> [EXERCISE BRIEF] Set it all down exactly, every record and every line.

Start of THE DATA

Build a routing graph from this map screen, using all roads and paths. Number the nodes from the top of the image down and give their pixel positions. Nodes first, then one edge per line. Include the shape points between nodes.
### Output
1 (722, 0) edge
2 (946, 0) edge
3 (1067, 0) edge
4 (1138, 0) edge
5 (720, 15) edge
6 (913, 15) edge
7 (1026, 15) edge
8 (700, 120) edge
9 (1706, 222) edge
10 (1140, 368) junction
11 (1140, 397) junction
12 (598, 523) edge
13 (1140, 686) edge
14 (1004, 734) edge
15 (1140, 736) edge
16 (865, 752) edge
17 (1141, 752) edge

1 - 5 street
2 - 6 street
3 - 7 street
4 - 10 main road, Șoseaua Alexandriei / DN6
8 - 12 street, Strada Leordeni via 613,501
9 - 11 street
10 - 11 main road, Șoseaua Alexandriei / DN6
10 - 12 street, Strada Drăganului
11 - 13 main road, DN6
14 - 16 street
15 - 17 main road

End of THE DATA

> [RESULT]
Build a routing graph from this map screen, using all roads and paths. Number the nodes from the top of the image down and give their pixel positions. Nodes first, then one edge per line. Include the shape points between nodes.
### Output
1 (722, 0) edge
2 (946, 0) edge
3 (1067, 0) edge
4 (1138, 0) edge
5 (720, 15) edge
6 (913, 15) edge
7 (1026, 15) edge
8 (700, 120) edge
9 (1706, 222) edge
10 (1140, 368) junction
11 (1140, 397) junction
12 (598, 523) edge
13 (1140, 686) edge
14 (1004, 734) edge
15 (1140, 736) edge
16 (865, 752) edge
17 (1141, 752) edge

1 - 5 street
2 - 6 street
3 - 7 street
4 - 10 main road, Șoseaua Alexandriei / DN6
8 - 12 street, Strada Leordeni via 613,501
9 - 11 street
10 - 11 main road, Șoseaua Alexandriei / DN6
10 - 12 street, Strada Drăganului
11 - 13 main road, DN6
14 - 16 street
15 - 17 main road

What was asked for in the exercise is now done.